Configuring External Authentication with LDAP and SAML

Cloudera Data Science Workbench supports user authentication against its internal local database, and against external services such as Active Directory, OpenLDAP-compatible directory services, and SAML 2.0 Identity Providers. By default, Cloudera Data Science Workbench performs user authentication against its internal local database. This topic describes the signup process for the first user, how to configure authentication using LDAP, Active Directory or SAML 2.0, and an optional workaround that allows site administrators to bypass external authentication by logging in using the local database in case of misconfiguration.

User Signup Process

The first time you visit the Cloudera Data Science Workbench web console, the first account that you sign up with is a local administrator account. If in the future you intend to use external services for authentication, Cloudera recommends you use exclusive username & email combinations, rather than site administrators' work email addresses, for both the first site administrator account, and any other local accounts created before switching to external authentication. If the username/email combinations are not unique, an email address might end up being associated with different usernames, one for the external authentication service provider and one for a local Cloudera Data Science Workbench account.
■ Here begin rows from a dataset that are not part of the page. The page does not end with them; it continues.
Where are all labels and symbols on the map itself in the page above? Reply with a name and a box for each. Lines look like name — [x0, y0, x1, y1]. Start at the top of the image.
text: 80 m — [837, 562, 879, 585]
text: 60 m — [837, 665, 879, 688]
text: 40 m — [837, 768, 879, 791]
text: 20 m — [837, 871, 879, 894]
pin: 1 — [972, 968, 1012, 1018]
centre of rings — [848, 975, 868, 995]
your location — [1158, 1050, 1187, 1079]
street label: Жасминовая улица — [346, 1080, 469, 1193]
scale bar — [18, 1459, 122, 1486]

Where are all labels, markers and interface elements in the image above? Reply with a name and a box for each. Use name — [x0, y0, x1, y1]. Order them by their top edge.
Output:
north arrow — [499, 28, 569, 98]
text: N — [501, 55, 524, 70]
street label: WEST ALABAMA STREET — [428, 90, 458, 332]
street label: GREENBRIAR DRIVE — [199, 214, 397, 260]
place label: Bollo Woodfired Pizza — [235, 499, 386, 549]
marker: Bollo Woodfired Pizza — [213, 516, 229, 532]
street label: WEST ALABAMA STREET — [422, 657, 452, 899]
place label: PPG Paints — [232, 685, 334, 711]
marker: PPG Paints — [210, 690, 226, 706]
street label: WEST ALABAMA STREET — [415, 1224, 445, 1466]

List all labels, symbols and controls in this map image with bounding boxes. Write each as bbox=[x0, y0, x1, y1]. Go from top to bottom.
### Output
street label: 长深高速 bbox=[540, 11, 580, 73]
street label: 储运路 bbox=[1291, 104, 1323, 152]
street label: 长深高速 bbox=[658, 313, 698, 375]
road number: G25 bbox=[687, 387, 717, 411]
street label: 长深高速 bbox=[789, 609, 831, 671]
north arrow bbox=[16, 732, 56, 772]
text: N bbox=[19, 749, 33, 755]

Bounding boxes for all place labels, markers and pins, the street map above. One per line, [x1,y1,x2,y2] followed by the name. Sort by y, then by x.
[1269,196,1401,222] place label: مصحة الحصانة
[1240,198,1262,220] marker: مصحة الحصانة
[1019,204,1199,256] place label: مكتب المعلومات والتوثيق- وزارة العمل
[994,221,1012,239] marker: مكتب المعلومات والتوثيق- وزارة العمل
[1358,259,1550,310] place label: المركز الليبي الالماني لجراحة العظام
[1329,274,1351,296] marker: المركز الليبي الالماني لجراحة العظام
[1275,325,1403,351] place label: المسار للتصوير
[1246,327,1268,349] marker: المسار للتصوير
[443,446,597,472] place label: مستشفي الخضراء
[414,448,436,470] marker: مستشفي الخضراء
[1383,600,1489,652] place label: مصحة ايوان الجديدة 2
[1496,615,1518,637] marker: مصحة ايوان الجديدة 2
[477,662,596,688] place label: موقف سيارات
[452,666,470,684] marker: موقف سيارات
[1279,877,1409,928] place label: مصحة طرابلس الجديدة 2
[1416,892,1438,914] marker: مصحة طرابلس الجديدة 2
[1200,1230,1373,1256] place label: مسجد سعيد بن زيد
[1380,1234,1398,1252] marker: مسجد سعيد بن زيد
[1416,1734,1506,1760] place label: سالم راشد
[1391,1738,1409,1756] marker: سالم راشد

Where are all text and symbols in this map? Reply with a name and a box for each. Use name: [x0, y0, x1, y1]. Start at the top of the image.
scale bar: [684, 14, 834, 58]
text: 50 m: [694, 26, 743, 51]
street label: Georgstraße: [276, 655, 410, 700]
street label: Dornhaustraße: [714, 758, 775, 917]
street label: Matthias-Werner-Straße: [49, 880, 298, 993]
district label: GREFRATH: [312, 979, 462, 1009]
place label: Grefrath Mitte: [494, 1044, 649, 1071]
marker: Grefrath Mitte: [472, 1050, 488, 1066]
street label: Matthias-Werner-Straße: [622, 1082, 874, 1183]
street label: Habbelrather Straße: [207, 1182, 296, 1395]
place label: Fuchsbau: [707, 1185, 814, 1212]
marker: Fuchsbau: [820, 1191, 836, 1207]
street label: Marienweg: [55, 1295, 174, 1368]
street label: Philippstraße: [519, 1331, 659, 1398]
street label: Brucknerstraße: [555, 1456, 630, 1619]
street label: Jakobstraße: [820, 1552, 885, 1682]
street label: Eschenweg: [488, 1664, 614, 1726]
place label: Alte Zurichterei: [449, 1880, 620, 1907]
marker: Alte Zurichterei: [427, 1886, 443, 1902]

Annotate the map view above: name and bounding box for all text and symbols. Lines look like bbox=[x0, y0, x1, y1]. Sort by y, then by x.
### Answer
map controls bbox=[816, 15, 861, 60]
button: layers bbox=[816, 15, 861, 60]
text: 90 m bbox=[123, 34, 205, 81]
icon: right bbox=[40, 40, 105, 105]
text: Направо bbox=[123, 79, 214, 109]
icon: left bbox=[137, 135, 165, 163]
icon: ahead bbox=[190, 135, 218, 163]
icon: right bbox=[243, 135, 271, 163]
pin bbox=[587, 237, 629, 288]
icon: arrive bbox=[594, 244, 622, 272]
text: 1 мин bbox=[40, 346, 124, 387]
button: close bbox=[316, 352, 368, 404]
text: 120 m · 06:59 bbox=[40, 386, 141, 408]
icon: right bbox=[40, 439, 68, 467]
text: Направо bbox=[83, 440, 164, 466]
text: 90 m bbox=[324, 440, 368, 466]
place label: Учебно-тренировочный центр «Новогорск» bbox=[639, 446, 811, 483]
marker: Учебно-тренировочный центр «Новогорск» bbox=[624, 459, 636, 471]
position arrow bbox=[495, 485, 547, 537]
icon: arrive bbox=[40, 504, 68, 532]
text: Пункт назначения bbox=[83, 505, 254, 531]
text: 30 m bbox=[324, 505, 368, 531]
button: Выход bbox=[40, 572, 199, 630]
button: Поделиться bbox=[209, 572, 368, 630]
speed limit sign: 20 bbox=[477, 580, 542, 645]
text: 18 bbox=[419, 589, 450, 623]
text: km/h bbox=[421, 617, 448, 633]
This will prevent the user from logging into Cloudera Data Science Workbench with their credentials for the external authentication service.

The link to the signup page is only visible on the login page when the authentication type is set to local. When you enable external services for authentication, signing up through the local database is disabled, and user accounts are automatically created upon their first successful login.

Optionally, site administrators can use a Require invitation to sign up flag under the Admin > Settings tab to require invitation tokens for account creation. When this flag is enabled, only users that are invited by site administrators can login to create an account, regardless of the authentication type.

When you switch to using external authentication methods such as LDAP or SAML 2.0, user accounts will be automatically created upon each user's first successful login. Cloudera Data Science Workbench will extract user attributes such as username, email address and full name from the authentication responses received from the LDAP server or SAML 2.0 Identity Provider and use them to create the user accounts.

Configuring LDAP/Active Directory Authentication

Cloudera Data Science Workbench supports both search bind and direct bind operations to authenticate against an LDAP or Active Directory directory service. The search bind authentication mechanism performs an ldapsearch against the directory service, and binds using the found Distinguished Name (DN) and password provided. The direct bind authentication mechanism binds to the LDAP server using a username and password provided at login.

You can configure Cloudera Data Science Workbench to use external authentication methods by clicking the Admin link on the left sidebar and selecting the Security tab. Select LDAP from the list to start configuring LDAP properties.

General Configuration

  • LDAP Server URI: Required. The URI of the LDAP/Active Directory server against which Cloudera Data Science Workbench should authenticate. For example, ldaps://ldap.company.com:636.
  • Use Direct Bind: If checked, the username and password provided at login are used with the LDAP Username Pattern for binding to the LDAP server. If unchecked, Cloudera Data Science Workbench uses the search bind mechanism and two configurations, LDAP Bind DN and LDAP Bind Password, are required to perform the ldapsearch against the LDAP server.
  • LDAP Bind DN: Required when using search bind. The DN to bind to for performing ldapsearch. For example, cn=admin,dc=company,dc=com.
  • LDAP Bind Password: Required when using search bind. This is the password for the LDAP Bind DN.
  • LDAP Username Pattern: Required when using direct bind. Provides a template for the DN that will ultimately be sent to the directory service during authentication. For example, sAMAccountName={0},ou=People,dc=company,dc=com. The {0} parameter will be replaced with the username provided at login.
  • LDAP Search Base: Required. The base DN from which to search for the provided LDAP credentials. For example, ou=Engineering,dc=company,dc=com.
  • LDAP User Filter: Required. The LDAP filter for searching for users. For example, (&(sAMAccountName={0})(objectclass=person)). The {0} placeholder will be replaced with the username provided at login.
  • LDAP User Username Attribute: Required. The case-sensitive username attribute of the LDAP directory service. This is used by Cloudera Data Science Workbench to perform the bind operation and extract the username from the response. Common values are uid, sAMAccountName, or userPrincipalName.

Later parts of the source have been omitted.